Post by account_disabled on Mar 6, 2024 5:20:01 GMT -5
The great potential of generative artificial intelligence (AI) as a transformer of production processes and innovation has been highlighted for some time, but the enormous success of ChatGPT is accelerating this vision. In recent months, anything that smells like artificial intelligence is attracting the attention of the media and, above all, investors. The North American S&P index has gained 17% since the beginning of the year, but 75% of this increase is explained by just five companies with large interests in AI. In January, Microsoft invested $10 billion in OpenAI (the company that owns ChatGPT). Its shares have racked up a 40% gain since the start of 2023. Alphabet, which owns Google, merged Google Brain and Deep Mind in April to accelerate AI technologies, and its shares have gained 33%. Apple has developed powerful artificial intelligence systems for its Apple Vision Pro (augmented reality glasses) and earns 51%. Amazon has also gained 52% for the year.
Ability to facilitate the production and training of complex generative AI models has undoubtedly encouraged its price. Finally, Nvidia, which produces chips with a specialized instruction set to speed up AI algorithms, gained 206% this year. Even small Job Function Email Database AI companies have value-to-earnings multiples that have led many to believe this is a fad that could become a new bubble. The big guys have jumped on the AI bandwagon Given Ruvic / Reuters One reason that could support this view is the little effect that all these expectations are having on productivity.
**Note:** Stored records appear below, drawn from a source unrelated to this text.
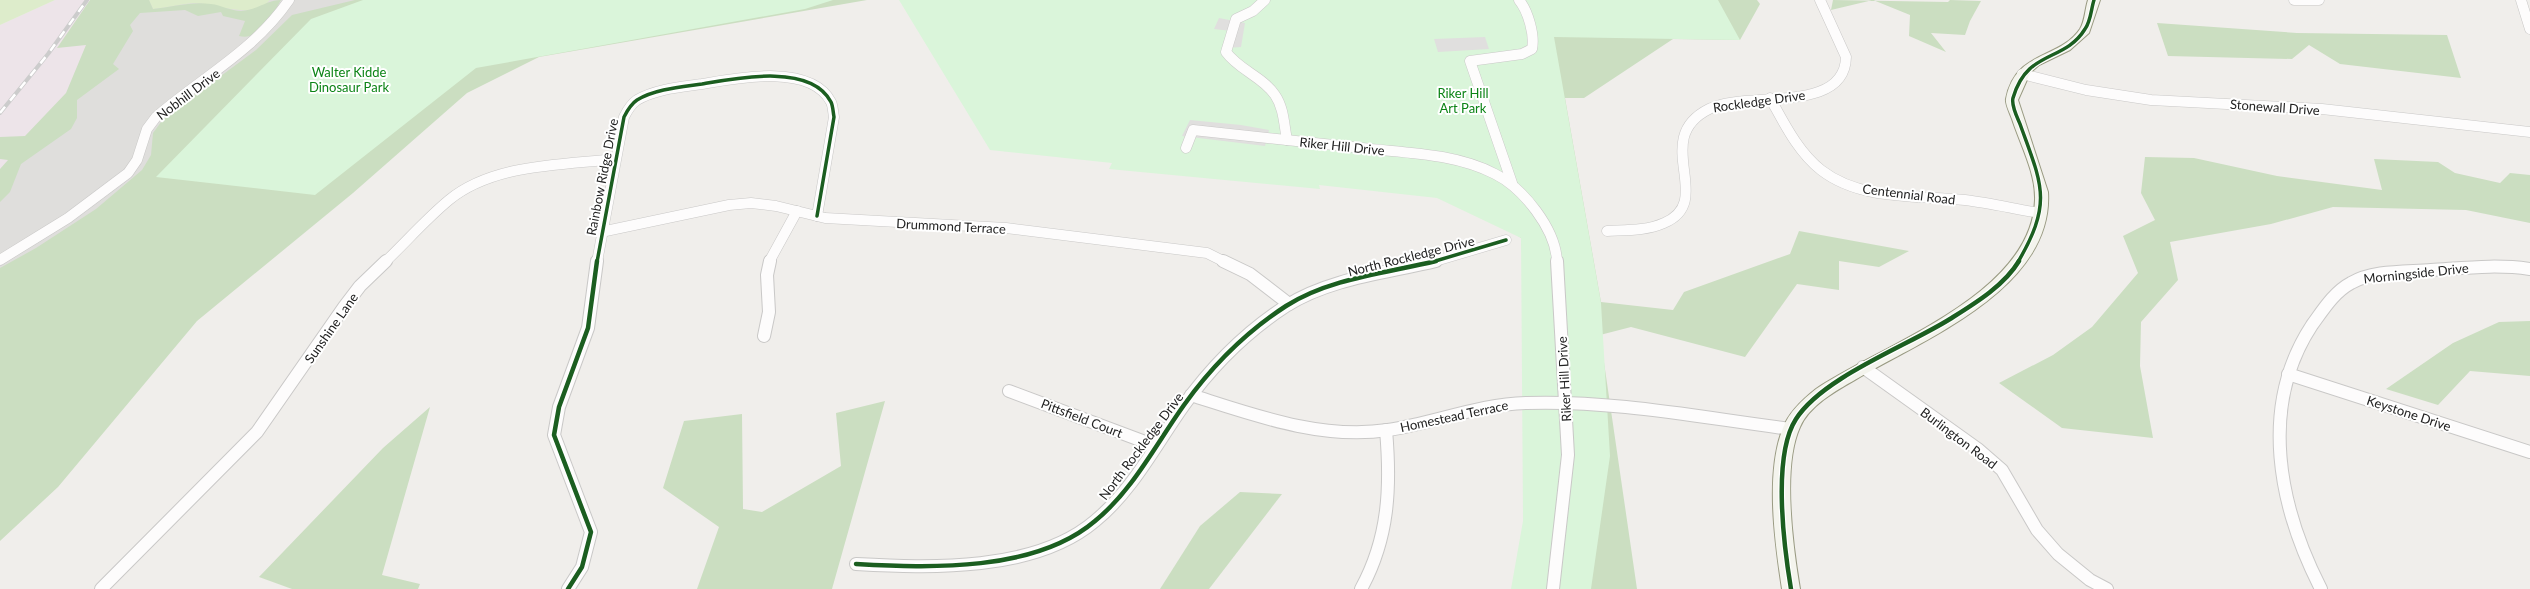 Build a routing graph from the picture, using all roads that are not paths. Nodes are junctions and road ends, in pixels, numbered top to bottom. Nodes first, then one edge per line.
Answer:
1 (289, 0) edge
2 (1265, 0) edge
3 (1519, 0) edge
4 (1820, 0) edge
5 (2094, 0) edge
6 (2294, 0) edge
7 (2319, 0) edge
8 (2521, 0) edge
9 (2530, 29) edge
10 (2022, 74) junction
11 (1770, 98) junction
12 (2530, 132) edge
13 (1287, 140) junction
14 (1186, 148) dead end
15 (615, 159) junction
16 (1512, 183) junction
17 (797, 211) junction
18 (2040, 213) junction
19 (816, 216) junction
20 (1607, 231) dead end
21 (601, 232) junction
22 (1506, 240) dead end
23 (0, 260) edge
24 (2530, 269) edge
25 (1289, 304) junction
26 (764, 336) dead end
27 (1863, 367) junction
28 (2288, 374) junction
29 (1009, 391) dead end
30 (1192, 395) junction
31 (1566, 403) junction
32 (1791, 429) junction
33 (1386, 430) junction
34 (1156, 446) junction
35 (2530, 452) edge
36 (856, 564) dead end
37 (101, 589) edge
38 (568, 589) edge
39 (1361, 589) edge
40 (1553, 589) edge
41 (1791, 589) edge
42 (2107, 589) edge
43 (2321, 589) edge

1 - 23 street, Nobhill Drive
2 - 13 street, Riker Hill Drive
3 - 16 street, Riker Hill Drive
4 - 11 street, Rockledge Drive
5 - 10 street
6 - 7 street
8 - 9 street
10 - 12 street, Stonewall Drive
10 - 18 street
11 - 18 street, Centennial Road
11 - 20 street, Rockledge Drive
13 - 14 street, Riker Hill Drive
13 - 16 street, Riker Hill Drive
15 - 19 street, Rainbow Ridge Drive
15 - 21 street, Rainbow Ridge Drive
15 - 37 street, Sunshine Lane
16 - 31 street, Riker Hill Drive
17 - 19 street, Drummond Terrace
17 - 21 street, Drummond Terrace
17 - 26 street
18 - 27 street
19 - 25 street, Drummond Terrace
21 - 38 street, Rainbow Ridge Drive
22 - 25 street, North Rockledge Drive
24 - 28 street, Morningside Drive
25 - 30 street, North Rockledge Drive
27 - 32 street
27 - 42 street, Burlington Road
28 - 35 street, Keystone Drive
28 - 43 street, Morningside Drive
29 - 34 street, Pittsfield Court
30 - 33 street, Homestead Terrace
30 - 34 street, North Rockledge Drive
31 - 32 street, Homestead Terrace
31 - 33 street, Homestead Terrace
31 - 40 street, Riker Hill Drive
32 - 41 street
33 - 39 street
34 - 36 street, North Rockledge Drive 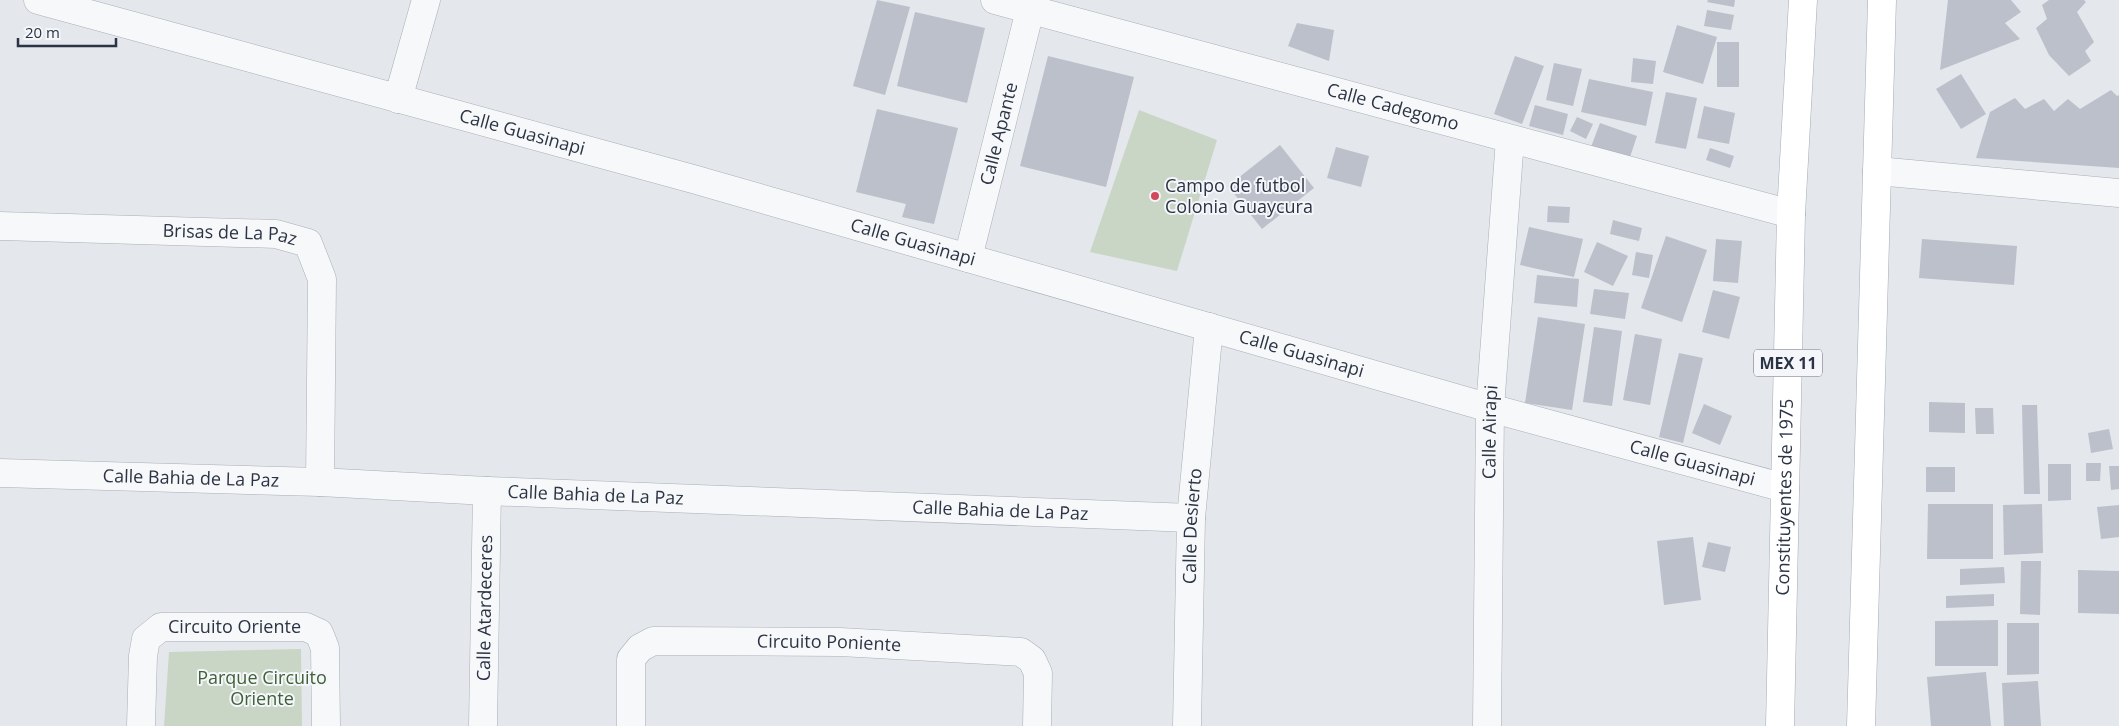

Solow, a Nobel laureate in economics, said in the 1980s that computers were seen everywhere except in productivity statistics. Paraphrasing, we could now say that you see AI algorithms everywhere except in productivity statistics. Since 2005, the productivity of most countries has stagnated or even fallen, as is the case of Spain, Italy or Portugal.
Adaptation Innovations take time to produce effects on productivity, but in the case of AI this can happen faster: it is software and it is understandable to humans Some authors consider that there are reasons to distrust the potential of these new technologies on productivity. First of all, Robert Gordon, one of the most influential economists in the United States on the subject of productivity, considers that the current revolution cannot be compared in influence with the previous industrial revolution, where the generalization of electricity, the combustion engine internal, chemicals, running water, antibiotics, etc. It was a radical transformation. Secondly, various investigations show a very significant drop in research productivity, one of the main sources of growth of this indicator. For example, the number of researchers needed to double the density of transistors on a chip every two years (Moore's Law) is more than 18 times greater today than in.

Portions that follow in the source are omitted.